“I was not even interested in sport, but to see someone in a wheelchair winning medals, being on TV, was really inspiring for me as a young kid, just after my accident.”
Chantal Petitclerc, one of the greatest wheelchair athletes of all time, has predicted that the Rio 2016 Paralympic Games will inspire a new generation of athletes in Brazil.
The Canadian, who won 21 medals – 14 of them gold – at five editions of the Games and recently was awarded the International Paralympic Committee’s International Paralympic Committee’s (IPC) International Women’s Day Recognition Award, is now preparing to lead her nation’s team in Rio, as Chef de Mission. And she took time out to tell rio2016.com how she was inspired to take up sport as a youngster – and how the same thing will happen next year.
Petitclerc became a wheelchair user aged 13 after a farm accident in which a barn door fell on her. Living in a small town in Quebec, she looked further afield for inspiration – to the 1988 Paralympic Games in Seoul, where legendary Canadian wheelchair athlete André Viger was competing.
“I was not even interested in sport, but to see someone in a wheelchair winning medals, being on TV, was really inspiring for me as a young kid, just after my accident,” she said. “The message was ‘you have options – you can be active and respected and even a star on TV!’ The same thing will happen with little kids here during Rio 2016.”
Petitclerc stunned the world at the Beijing 2008 Paralympic Games by repeating the incredible feat she had achieved four years earlier in Athens – winning five gold medals at one Games. She also set three world records and four Paralympic records in China and her successes were achieved in races covering distances from 100m to 1500m.

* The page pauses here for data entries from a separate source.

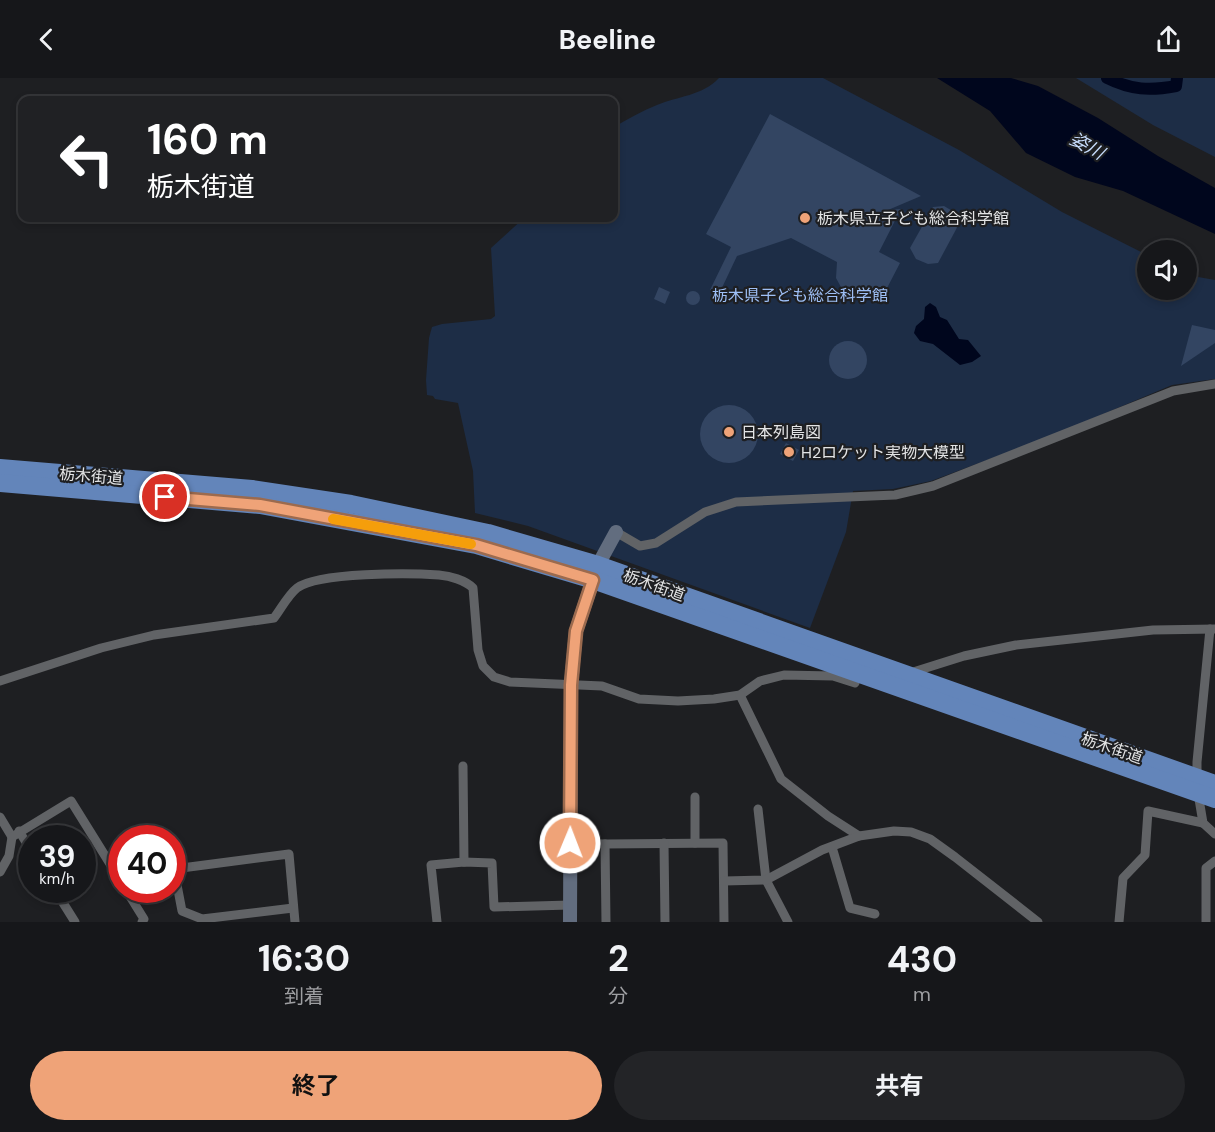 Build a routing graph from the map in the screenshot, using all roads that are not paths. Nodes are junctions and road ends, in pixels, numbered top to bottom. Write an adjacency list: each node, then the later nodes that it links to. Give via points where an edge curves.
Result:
1 (1215, 384): 4 (street, via 1173,391 933,486 895,495 736,502 705,512 656,543 640,546)
2 (0, 468): 5 (highway, 栃木街道, via 252,489 351,504 488,533)
3 (0, 483): 5 (highway, 栃木街道, via 260,505 476,545)
4 (616, 532): 5 (street)
5 (595, 572): 7 (highway, 栃木街道); 10 (street, via 576,631); 14 (highway, 栃木街道)
6 (1212, 629): 7 (street, via 1153,630 1016,645); 14 (street, via 1197,762)
7 (903, 675): 14 (highway, 栃木街道)
8 (0, 681): 10 (street, via 154,635 274,618 297,588 316,580 382,574 441,575 467,583 473,588 478,650 483,666 494,677 510,682)
9 (855, 683): 11 (street, via 833,676 784,675 760,681)
10 (571, 685): 11 (street, via 602,686 639,699 678,701); 23 (street)
11 (740, 694): 21 (street, via 780,779)
12 (463, 766): 30 (street)
13 (1215, 784): 14 (highway, 栃木街道)
14 (1204, 790): 18 (street)
15 (694, 797): 25 (street)
16 (758, 809): 32 (street)
17 (0, 817): 19 (street)
18 (1203, 823): 20 (street); 50 (street, via 1148,811 1145,855 1123,878)
19 (15, 834): 22 (street); 28 (street, via 70,801); 31 (street)
20 (1215, 834)
21 (859, 836): 27 (street); 49 (street, via 894,831 911,832 930,840)
22 (18, 837)
23 (570, 843): 26 (street); 36 (street)
24 (664, 843): 25 (street); 26 (street); 46 (street)
25 (695, 843): 33 (street, via 723,843)
26 (604, 844): 45 (street)
27 (832, 847): 32 (street); 38 (street, via 850,908)
28 (108, 861)
29 (1215, 861): 51 (street, via 1206,868)
30 (464, 862): 36 (street, via 492,863 494,907); 43 (street, via 431,865)
31 (0, 872)
32 (766, 880): 33 (street); 48 (street)
33 (724, 881): 47 (street)
34 (63, 903): 40 (street)
35 (134, 903): 41 (street, via 144,919)
36 (570, 905): 44 (street)
37 (293, 908): 39 (street); 39 (street, via 289,854 174,869 182,911); 42 (street)
38 (875, 915)
39 (201, 921)
40 (75, 922)
41 (142, 922)
42 (295, 922)
43 (438, 922)
44 (570, 922)
45 (606, 922)
46 (665, 922)
47 (724, 922)
48 (788, 922)
49 (1038, 922)
50 (1119, 922)
51 (1206, 922)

She said the Rio 2016 Paralympic Games will change the city for people with an impairment. “I always think about the long-term effects of hosting the Paralympic Games,” she said. “Brazil has done so much for Paralympic sports, but there is still a lot to do in terms of accessibility for people with a disability. The Paralympic Games always leave a social legacy that goes beyond the sport and that’s something we’re going to see in Rio. Accessibility will be improved in the city.”

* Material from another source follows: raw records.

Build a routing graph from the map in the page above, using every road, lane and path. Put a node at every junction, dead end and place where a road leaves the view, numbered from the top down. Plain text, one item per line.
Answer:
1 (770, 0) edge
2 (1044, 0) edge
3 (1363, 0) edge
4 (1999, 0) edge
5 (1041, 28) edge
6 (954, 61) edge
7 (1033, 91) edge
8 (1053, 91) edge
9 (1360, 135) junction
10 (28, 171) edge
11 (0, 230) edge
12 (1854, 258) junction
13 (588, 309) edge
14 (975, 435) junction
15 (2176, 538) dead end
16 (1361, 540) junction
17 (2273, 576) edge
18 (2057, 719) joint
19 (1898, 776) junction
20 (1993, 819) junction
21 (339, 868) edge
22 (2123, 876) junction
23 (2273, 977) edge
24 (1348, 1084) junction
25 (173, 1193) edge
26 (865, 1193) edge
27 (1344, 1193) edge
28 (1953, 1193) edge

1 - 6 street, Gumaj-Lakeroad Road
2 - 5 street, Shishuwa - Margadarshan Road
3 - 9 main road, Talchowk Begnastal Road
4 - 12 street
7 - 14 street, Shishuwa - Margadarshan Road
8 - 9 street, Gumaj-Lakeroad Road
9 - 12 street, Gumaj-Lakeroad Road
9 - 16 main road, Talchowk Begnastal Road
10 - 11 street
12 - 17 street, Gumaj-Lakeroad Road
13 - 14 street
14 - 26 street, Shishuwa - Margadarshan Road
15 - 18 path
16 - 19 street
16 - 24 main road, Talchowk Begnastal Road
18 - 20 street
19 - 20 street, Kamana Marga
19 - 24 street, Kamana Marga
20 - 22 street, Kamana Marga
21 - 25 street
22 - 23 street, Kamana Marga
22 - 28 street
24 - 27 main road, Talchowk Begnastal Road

Petitclerc also stressed the important role the Paralympic Games play in changing perceptions. “Brazil is very open minded in terms of its attitude to people with a disability, but there are still a lot of doors to push – here and in Canada also – in terms of education, the workplace, in terms of having full active citizenship for people with a disability.
“These things are not just about elevators and ramps, but about opening the mind, and when you host the Games it gives everyone the opportunity to watch people with a disability be at their best. It sends a message to people with a disability that, whether you want to be an athlete or not, you can do whatever you want. And one day there will be someone interviewing a person in a wheelchair for a job, and they will remember the Paralympic Games, and then they will not have a problem hiring that person.”
Since her Paralympic debut at Barcelona 1992, Petitclerc has seen a “switch of perception” towards Paralympic sports. “In Barcelona, people always wanted to know first about the ‘human side’ and the ‘courage’ of the athlete. Now, people think about high-performance. Maybe in ‘92 people were seeing the person with a disability first, and then the athlete. Now people see the athlete, and then the person.”
Petitclerc is sure the Rio Games will be special and inspirational, and plans to bring her son Elliott, born in 2013, and her husband James with her. She made her first visit to the city last December and said: “It was great to see the enthusiasm here. Since we arrived at the airport, everybody was talking about the Games – you can feel the energy is building.”